I’ve been a fan of Judge Dredd since I was a teenager, because it always had such a great concept, that in the future, the judicial system has cut out all the middle men–no police officers, no lawyers, no witnesses–just a judge on a chopper carrying a weapon that can mete out justice based on his own discretion. For everyone who hated the 1995 Sly Stallone Judge Dredd movie, imagine the thoughts of the fans who loved the 2000 AD comics, which was written and drawn by some of the finest British talent.

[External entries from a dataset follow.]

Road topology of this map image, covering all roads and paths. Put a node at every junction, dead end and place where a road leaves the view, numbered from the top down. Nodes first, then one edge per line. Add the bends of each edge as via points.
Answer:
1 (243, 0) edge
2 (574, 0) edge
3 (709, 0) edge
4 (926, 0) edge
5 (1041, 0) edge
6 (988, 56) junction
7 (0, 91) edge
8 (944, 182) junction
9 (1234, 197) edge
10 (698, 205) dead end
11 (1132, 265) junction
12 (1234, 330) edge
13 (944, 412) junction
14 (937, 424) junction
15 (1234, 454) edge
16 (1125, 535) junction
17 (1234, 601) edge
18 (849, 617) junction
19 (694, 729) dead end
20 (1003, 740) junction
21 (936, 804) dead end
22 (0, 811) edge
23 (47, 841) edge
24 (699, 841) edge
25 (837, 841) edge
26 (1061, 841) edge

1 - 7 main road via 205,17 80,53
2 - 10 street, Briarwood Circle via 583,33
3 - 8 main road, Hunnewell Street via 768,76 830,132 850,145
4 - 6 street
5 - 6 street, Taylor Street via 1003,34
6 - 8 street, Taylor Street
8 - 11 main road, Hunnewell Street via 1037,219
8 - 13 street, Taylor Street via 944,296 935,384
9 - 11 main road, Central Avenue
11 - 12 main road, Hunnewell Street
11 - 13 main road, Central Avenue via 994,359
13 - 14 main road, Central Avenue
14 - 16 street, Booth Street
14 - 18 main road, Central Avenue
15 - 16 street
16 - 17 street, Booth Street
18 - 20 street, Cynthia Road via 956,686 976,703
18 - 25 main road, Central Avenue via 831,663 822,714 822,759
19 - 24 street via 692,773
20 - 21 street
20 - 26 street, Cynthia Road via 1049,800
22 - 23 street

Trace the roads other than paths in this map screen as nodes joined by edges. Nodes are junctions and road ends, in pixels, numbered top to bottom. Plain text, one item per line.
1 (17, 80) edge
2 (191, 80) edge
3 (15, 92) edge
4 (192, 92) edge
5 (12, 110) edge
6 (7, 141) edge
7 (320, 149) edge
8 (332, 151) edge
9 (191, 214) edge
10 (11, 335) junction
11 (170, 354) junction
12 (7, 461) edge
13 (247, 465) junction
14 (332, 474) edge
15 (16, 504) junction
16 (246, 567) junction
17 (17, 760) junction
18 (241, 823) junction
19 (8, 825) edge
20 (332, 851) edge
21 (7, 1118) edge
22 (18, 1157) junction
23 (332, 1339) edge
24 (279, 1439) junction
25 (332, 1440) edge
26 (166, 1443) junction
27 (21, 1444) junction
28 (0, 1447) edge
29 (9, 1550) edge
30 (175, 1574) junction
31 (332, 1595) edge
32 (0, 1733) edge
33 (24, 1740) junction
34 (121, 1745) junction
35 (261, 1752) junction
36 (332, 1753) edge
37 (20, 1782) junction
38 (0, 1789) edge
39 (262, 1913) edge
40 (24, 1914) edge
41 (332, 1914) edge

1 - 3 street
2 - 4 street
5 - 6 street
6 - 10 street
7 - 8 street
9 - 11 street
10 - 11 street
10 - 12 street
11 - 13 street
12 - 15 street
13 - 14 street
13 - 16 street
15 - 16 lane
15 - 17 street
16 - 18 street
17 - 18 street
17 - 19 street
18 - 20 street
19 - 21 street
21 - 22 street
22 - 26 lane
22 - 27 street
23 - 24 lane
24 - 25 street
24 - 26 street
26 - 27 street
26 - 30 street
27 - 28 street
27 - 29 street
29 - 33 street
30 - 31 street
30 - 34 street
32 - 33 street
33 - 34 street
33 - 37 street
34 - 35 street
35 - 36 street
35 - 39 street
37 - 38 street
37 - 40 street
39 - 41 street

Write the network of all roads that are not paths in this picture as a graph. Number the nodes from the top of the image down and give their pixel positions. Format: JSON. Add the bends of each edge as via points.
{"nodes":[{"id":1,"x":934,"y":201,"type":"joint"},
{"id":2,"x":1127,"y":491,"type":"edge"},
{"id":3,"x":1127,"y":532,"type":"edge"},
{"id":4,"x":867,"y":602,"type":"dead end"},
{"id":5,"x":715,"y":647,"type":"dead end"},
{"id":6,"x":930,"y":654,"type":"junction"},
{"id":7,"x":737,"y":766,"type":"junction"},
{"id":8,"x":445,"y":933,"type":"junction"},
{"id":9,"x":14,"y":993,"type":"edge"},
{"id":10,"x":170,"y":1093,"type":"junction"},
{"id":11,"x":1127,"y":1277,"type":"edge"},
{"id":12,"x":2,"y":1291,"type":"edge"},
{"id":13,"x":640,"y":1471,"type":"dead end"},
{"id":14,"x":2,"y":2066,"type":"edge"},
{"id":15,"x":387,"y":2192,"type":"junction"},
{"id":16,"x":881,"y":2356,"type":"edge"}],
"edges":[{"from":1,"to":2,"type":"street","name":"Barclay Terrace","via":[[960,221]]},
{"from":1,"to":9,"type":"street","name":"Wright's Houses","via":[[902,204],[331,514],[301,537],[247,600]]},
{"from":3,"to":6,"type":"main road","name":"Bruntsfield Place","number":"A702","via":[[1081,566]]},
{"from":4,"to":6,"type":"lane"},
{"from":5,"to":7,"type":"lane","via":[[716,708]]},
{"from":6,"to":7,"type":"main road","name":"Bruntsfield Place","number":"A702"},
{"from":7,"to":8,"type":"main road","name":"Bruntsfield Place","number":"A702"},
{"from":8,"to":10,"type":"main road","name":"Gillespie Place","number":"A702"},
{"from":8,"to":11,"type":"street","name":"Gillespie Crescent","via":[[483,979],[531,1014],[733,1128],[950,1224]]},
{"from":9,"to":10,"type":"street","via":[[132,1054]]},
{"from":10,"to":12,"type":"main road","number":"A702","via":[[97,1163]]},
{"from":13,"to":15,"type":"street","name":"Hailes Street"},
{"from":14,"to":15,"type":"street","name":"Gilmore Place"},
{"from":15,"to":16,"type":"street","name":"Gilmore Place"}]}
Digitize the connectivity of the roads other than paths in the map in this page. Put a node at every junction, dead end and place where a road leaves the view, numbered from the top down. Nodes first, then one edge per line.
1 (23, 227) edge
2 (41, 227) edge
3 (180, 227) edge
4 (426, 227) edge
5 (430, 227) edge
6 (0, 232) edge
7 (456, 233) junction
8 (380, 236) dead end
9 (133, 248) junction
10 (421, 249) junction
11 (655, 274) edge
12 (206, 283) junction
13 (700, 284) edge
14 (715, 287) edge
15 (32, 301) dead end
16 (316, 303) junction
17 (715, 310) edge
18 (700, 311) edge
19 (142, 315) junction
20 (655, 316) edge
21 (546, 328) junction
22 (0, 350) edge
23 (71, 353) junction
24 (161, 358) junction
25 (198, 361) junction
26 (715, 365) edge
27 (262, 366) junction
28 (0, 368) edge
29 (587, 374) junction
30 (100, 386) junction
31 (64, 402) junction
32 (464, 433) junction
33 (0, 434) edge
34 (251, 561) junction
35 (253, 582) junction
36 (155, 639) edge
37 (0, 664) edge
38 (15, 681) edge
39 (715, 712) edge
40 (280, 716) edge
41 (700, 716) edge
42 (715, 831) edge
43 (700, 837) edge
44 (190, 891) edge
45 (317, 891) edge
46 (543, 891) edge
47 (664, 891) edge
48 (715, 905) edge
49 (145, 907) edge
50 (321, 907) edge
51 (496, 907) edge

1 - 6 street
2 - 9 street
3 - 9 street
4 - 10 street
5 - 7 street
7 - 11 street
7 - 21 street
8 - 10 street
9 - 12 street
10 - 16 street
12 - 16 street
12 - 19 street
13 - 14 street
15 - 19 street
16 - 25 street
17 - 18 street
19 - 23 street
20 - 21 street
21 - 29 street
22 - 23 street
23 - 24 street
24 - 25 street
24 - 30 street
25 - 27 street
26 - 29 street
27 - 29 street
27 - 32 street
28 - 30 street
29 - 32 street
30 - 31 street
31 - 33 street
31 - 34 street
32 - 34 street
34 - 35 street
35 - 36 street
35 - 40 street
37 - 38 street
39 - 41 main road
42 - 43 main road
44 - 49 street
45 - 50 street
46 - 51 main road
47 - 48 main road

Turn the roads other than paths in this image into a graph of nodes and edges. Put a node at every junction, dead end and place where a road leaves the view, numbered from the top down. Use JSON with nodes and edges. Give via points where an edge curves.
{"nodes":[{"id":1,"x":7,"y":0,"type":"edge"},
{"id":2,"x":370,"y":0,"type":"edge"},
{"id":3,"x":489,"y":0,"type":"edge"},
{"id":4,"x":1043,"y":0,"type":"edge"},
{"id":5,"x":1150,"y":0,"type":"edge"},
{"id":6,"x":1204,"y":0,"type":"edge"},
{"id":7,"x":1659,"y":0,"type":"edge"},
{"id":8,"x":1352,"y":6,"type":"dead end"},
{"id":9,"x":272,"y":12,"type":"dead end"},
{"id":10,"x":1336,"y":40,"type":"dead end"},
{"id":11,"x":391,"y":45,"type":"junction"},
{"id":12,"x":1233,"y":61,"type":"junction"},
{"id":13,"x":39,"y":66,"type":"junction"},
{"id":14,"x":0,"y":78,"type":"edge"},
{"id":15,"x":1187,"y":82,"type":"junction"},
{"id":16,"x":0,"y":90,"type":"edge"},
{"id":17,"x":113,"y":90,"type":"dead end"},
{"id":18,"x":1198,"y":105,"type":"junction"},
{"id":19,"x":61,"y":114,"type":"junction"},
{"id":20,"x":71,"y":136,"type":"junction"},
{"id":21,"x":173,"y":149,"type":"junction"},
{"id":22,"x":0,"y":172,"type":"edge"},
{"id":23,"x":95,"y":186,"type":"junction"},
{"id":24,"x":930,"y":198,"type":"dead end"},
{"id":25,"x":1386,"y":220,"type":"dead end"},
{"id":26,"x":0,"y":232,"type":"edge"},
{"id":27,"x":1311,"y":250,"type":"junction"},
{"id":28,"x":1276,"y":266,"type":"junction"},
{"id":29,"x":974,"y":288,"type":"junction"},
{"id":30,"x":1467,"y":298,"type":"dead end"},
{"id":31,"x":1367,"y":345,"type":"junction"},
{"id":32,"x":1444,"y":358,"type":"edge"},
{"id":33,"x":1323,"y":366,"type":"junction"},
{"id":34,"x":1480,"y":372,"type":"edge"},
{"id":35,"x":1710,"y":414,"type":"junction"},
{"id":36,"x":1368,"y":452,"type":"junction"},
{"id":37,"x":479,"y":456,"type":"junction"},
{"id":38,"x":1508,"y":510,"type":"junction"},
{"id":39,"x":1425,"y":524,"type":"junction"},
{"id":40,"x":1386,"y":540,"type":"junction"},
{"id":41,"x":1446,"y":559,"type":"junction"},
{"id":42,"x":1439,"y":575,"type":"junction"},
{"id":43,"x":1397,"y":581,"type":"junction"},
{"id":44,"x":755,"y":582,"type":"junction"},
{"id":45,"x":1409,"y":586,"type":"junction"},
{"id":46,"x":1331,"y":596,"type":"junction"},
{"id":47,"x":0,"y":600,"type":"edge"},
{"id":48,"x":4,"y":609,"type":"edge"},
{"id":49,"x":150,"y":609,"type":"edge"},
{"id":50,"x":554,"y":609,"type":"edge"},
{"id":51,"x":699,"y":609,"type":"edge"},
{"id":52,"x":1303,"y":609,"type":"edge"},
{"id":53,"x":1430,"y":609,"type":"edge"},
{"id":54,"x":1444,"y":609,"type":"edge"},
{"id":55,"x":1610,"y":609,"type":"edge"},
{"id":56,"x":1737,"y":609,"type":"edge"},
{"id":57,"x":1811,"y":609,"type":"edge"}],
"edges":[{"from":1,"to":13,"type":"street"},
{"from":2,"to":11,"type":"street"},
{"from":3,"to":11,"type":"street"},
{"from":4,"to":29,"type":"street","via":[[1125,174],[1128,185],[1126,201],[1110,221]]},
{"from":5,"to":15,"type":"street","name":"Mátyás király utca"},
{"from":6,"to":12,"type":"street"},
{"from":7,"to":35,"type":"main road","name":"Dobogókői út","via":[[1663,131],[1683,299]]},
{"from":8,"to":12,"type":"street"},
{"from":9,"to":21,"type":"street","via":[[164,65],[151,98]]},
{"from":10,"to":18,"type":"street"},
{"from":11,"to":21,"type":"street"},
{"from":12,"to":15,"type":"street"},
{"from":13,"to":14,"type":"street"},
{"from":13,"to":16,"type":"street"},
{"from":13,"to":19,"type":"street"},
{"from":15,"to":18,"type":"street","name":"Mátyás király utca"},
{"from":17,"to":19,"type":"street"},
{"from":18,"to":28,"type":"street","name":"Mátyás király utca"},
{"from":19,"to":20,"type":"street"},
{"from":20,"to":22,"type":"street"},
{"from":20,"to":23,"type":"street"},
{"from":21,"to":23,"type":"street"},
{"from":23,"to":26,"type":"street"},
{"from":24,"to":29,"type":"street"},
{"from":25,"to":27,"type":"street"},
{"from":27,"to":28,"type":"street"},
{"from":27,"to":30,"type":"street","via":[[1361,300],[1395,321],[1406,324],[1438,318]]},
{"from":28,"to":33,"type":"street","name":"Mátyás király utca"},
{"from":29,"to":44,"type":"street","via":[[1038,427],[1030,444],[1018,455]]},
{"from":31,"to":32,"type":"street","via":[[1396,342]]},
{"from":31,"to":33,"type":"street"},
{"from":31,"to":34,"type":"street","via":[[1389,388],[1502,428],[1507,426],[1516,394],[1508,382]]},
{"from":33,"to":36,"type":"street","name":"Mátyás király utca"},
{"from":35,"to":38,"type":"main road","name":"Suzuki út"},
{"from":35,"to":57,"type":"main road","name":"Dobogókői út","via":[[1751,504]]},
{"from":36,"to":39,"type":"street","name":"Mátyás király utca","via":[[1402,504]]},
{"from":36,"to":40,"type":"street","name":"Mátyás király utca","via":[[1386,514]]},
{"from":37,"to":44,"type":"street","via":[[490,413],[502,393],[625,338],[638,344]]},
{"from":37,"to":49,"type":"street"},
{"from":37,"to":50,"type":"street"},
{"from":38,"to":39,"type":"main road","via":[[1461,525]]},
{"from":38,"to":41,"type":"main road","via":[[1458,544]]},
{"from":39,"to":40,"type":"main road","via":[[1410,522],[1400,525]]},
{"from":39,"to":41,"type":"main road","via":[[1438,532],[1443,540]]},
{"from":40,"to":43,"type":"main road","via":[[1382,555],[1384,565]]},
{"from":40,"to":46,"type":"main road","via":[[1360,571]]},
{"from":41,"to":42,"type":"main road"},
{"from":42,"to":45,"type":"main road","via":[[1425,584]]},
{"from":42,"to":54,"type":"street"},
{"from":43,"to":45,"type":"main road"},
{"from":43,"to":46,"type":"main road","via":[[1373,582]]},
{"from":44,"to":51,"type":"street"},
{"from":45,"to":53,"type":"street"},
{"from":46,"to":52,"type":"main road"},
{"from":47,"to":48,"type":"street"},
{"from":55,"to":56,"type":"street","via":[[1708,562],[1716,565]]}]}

The movie was independently made and picked up by Lionsgate for distribution and there were rumors going around that there were production problems with Travis either quitting or being fired, and anyone who heard about these might automatically assume that the results was a bad movie, and they’d be wrong. While I was probably too tired after being up for 20 hours to form enough coherent thoughts to write a proper review, I just want to let fans of the character know that it’s pretty clear to me that both screenwriter Alex Garland and director Peter Travis really understood the comics and they really impressed us with his interpretation of Judge Dredd from creating the stark, futuristic environment of Mega City One (in South Africa, of all places) to Dredd’s dialogue and demeanor and even Dredd’s multi-functional voice-controlled weapon.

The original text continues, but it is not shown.